■ **How to complete this task**
Check each line of the data below for the word "tunnel", then extract the ones that have it.
═══
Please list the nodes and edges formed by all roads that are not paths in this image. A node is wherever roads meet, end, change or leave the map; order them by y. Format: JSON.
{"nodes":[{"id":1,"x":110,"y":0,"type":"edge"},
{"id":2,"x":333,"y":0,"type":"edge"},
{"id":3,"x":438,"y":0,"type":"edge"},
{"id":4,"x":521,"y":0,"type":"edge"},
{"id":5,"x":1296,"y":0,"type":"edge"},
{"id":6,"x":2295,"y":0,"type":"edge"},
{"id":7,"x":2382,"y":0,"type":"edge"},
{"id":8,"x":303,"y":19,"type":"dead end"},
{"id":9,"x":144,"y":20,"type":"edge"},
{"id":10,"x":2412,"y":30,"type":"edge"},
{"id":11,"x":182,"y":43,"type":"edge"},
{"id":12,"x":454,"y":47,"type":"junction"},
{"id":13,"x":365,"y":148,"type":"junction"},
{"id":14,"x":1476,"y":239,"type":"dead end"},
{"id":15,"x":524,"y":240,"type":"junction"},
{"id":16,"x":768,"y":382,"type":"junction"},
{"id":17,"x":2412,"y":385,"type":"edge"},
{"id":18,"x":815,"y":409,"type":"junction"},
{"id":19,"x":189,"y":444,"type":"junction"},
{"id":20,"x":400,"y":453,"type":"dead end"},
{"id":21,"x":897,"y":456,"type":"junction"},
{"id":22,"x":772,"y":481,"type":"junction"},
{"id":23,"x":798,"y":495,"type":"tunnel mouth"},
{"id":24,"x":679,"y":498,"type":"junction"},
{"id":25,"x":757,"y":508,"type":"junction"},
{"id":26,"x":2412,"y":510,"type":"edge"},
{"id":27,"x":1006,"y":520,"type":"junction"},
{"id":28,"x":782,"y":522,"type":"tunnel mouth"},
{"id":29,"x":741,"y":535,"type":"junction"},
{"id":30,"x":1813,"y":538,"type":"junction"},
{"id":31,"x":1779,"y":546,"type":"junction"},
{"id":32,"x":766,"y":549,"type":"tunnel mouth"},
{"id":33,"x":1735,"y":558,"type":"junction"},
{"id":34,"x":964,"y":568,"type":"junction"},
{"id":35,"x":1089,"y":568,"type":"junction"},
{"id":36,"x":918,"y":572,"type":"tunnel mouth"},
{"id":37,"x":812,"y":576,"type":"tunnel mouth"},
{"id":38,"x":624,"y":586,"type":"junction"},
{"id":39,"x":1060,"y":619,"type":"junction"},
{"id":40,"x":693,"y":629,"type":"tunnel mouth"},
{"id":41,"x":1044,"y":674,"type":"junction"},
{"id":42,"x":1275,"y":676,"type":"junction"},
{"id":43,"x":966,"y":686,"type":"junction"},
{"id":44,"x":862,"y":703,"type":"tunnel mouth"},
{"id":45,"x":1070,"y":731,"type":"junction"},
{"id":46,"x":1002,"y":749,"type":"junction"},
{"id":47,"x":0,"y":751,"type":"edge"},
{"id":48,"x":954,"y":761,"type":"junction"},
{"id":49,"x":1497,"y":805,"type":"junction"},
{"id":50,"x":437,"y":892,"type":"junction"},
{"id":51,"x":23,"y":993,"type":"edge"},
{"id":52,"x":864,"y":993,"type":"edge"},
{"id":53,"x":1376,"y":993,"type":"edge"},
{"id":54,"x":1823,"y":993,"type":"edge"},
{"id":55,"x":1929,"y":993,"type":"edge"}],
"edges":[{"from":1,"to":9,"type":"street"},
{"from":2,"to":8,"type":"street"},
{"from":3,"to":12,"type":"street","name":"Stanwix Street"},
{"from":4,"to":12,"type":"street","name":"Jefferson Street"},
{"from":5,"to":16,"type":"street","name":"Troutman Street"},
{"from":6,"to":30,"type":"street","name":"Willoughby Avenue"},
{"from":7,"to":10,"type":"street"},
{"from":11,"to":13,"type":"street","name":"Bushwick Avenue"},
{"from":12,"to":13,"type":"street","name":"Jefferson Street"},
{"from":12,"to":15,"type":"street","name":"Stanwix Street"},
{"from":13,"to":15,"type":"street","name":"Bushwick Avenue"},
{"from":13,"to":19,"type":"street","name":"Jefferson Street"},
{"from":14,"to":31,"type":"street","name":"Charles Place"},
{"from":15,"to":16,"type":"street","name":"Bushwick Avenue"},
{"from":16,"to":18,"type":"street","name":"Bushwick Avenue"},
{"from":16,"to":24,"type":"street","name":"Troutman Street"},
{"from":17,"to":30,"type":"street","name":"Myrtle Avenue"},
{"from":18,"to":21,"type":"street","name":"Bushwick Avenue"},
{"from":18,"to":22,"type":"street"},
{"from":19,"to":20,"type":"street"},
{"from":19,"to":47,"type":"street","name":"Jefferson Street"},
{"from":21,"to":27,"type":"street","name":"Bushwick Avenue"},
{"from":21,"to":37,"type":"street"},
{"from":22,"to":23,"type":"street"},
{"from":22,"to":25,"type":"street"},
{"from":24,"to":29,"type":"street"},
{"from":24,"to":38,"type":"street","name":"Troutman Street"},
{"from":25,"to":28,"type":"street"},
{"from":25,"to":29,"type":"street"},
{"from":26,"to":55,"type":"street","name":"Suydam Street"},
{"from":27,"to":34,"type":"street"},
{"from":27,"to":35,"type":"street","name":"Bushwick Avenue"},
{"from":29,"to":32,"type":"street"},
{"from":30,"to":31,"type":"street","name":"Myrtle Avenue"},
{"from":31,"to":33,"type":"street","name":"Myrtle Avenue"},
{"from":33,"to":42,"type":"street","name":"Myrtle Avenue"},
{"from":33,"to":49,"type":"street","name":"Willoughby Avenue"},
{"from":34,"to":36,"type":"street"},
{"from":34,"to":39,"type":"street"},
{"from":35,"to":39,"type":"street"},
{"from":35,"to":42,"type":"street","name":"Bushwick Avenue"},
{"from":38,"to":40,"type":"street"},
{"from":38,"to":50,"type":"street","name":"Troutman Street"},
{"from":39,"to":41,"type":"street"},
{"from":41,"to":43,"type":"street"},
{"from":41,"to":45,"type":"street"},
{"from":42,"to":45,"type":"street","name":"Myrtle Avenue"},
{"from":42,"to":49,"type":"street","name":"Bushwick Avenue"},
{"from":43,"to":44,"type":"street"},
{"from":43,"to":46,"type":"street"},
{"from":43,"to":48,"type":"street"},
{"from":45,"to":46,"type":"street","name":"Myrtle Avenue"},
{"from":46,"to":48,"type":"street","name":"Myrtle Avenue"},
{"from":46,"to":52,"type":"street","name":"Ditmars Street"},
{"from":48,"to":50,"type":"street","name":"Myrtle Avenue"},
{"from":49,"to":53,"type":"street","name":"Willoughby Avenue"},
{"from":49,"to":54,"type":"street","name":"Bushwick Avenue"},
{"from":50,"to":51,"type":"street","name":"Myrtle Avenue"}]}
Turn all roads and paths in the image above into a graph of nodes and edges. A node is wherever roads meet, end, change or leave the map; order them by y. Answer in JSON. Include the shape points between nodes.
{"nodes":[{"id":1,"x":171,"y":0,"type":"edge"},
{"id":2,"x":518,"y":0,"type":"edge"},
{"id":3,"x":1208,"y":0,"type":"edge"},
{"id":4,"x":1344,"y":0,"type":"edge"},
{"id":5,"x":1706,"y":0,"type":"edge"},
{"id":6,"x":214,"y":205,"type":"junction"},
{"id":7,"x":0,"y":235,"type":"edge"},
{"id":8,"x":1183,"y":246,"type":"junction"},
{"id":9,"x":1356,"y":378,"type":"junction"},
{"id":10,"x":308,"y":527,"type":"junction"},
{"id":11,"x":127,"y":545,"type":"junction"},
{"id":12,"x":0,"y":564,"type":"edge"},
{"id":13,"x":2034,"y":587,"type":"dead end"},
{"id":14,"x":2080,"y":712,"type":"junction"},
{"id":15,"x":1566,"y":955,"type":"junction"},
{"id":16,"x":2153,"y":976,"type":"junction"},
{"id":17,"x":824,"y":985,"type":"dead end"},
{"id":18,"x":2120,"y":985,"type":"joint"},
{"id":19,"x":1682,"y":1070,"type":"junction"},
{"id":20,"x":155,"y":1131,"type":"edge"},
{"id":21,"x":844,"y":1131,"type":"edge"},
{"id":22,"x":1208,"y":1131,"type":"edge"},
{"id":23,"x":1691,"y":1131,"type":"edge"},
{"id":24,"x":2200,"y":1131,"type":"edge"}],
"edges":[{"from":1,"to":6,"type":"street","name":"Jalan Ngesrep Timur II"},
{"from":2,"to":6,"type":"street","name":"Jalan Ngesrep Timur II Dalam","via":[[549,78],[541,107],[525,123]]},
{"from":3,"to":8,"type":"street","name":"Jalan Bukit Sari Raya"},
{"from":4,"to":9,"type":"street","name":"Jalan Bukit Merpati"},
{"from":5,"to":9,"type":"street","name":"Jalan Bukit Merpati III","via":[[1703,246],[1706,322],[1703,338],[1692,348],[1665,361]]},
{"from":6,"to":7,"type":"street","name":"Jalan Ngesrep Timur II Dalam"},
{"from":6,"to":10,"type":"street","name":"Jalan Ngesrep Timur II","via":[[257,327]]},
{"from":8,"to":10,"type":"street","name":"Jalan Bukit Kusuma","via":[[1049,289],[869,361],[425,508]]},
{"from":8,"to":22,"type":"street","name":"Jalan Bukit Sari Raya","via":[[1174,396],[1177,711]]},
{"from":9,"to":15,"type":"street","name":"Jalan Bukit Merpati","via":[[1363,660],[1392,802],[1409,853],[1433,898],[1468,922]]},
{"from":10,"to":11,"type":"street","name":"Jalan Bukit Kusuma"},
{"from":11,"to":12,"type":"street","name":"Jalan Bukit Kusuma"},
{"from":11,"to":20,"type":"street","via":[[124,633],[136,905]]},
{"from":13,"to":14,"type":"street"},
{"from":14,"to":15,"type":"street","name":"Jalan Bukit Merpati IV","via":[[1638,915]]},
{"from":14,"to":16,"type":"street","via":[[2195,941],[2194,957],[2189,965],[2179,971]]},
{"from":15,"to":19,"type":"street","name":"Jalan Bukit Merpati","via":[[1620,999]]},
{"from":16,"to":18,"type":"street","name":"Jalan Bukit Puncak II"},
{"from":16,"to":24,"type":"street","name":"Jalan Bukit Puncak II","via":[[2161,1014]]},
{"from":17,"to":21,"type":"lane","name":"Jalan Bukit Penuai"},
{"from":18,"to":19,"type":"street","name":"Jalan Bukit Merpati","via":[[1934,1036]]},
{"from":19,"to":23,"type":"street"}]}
═══
■ **Problem solution**
{"id":23,"x":798,"y":495,"type":"tunnel mouth"},
{"id":28,"x":782,"y":522,"type":"tunnel mouth"},
{"id":32,"x":766,"y":549,"type":"tunnel mouth"},
{"id":36,"x":918,"y":572,"type":"tunnel mouth"},
{"id":37,"x":812,"y":576,"type":"tunnel mouth"},
{"id":40,"x":693,"y":629,"type":"tunnel mouth"},
{"id":44,"x":862,"y":703,"type":"tunnel mouth"},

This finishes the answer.